”Pengembangan manfaat kekayaan hayati banyak ilmunya. Persoalannya, tidak diwujudkan,” kata Emil Salim, pemerhati lingkungan dan anggota Dewan Pertimbangan Presiden, pada peluncuran buku Bioresources untuk Pembangunan Ekonomi Hijau oleh Lembaga Ilmu Pengetahuan Indonesia (LIPI) di Jakarta, Kamis (7/2). Pengembangan kekayaan hayati butuh sinergi pemerintah-akademisi-industri.
Emil menjadi narasumber diskusi panel peluncuran buku itu di gedung Badan Perencanaan Pembangunan Nasional (Bappenas). Narasumber lain, peneliti utama pada Pusat Penelitian Biologi LIPI Endang Sukara.
Menurut Emil, haluan pembangunan ekonomi masih eksploitatif, mengesampingkan keberlanjutan ekosistem. Hutan terus dibabat untuk monokultur sawit atau batubara. ”Bappenas perlu mengubah haluan perencanaan pembangunan menjadi perkayaan terhadap sumber daya alam,” kata dia.
Sementara itu, menurut Endang, industri tidak sigap menangkap peluang memanfaatkan pengetahuan tentang kekayaan hayati (bioresources). Ini yang membuat aplikasi bioresources lemah/jarang diwujudkan menunjang ekonomi hijau.

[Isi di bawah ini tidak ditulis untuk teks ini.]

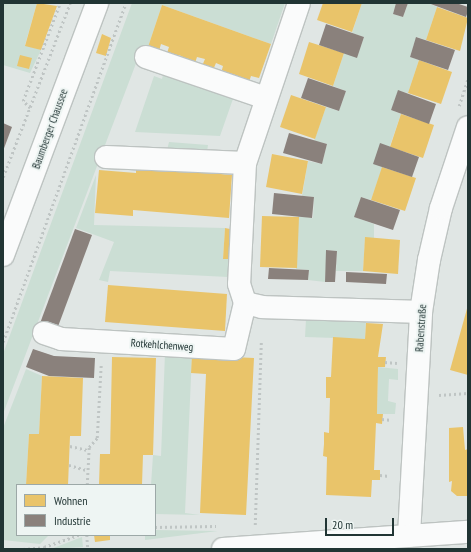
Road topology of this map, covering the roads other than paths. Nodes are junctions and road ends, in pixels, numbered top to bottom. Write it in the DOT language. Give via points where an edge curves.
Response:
graph roads {
  1 [pos="97,3"];
  2 [pos="299,3"];
  3 [pos="146,57"];
  4 [pos="266,98"];
  5 [pos="468,127"];
  6 [pos="106,157"];
  7 [pos="245,163"];
  8 [pos="3,255"];
  9 [pos="254,305"];
  10 [pos="421,312"];
  11 [pos="44,333"];
  12 [pos="468,532"];
  13 [pos="409,536"];
  14 [pos="223,549"];
  1 -- 8 [label="street, Baumberger Chaussee"];
  2 -- 4 [label="street"];
  3 -- 4 [label="street"];
  4 -- 7 [label="street"];
  5 -- 10 [label="street, Rabenstraße" via="441,208"];
  6 -- 7 [label="street"];
  7 -- 9 [label="street" via="239,284"];
  9 -- 10 [label="street"];
  9 -- 11 [label="street, Rotkehlchenweg" via="234,349 62,339"];
  10 -- 13 [label="street, Rabenstraße"];
  12 -- 13 [label="street"];
  13 -- 14 [label="street"];
}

”Aplikasi pengetahuan bioresources oleh lembaga penelitian tak dibolehkan. Ini sesuai regulasi,” kata Endang.
Buku yang diluncurkan itu memuat ratusan jenis flora dan fauna disertai penjelasan manfaatnya. Endang menyebutkan, dari salah satu jenis ulat pemakan kayu ditemukan bakteri anaerob yang efektif untuk fermentasi selulosa jadi bioetanol.
Berbagai jenis fauna memiliki potensi bahan farmasi atau obat-obatan. Jenis hewan itu, di antaranya, rase, musang, trenggiling, rusa, landak, kalong, binatang amfibi, ular, laba-laba, undur-undur, lebah, cacing, dan spons (invertebrata laut).
Ekstraksi ular weling (Bungarus candidus) mengandung enzim penjernih darah. Ekstraksi ular berbisa itu terdistribusi di Jawa, Bali, Sumatera, dan Kalimantan. Lalu, kantong telur dan jaring laba-laba bisa menghentikan perdarahan.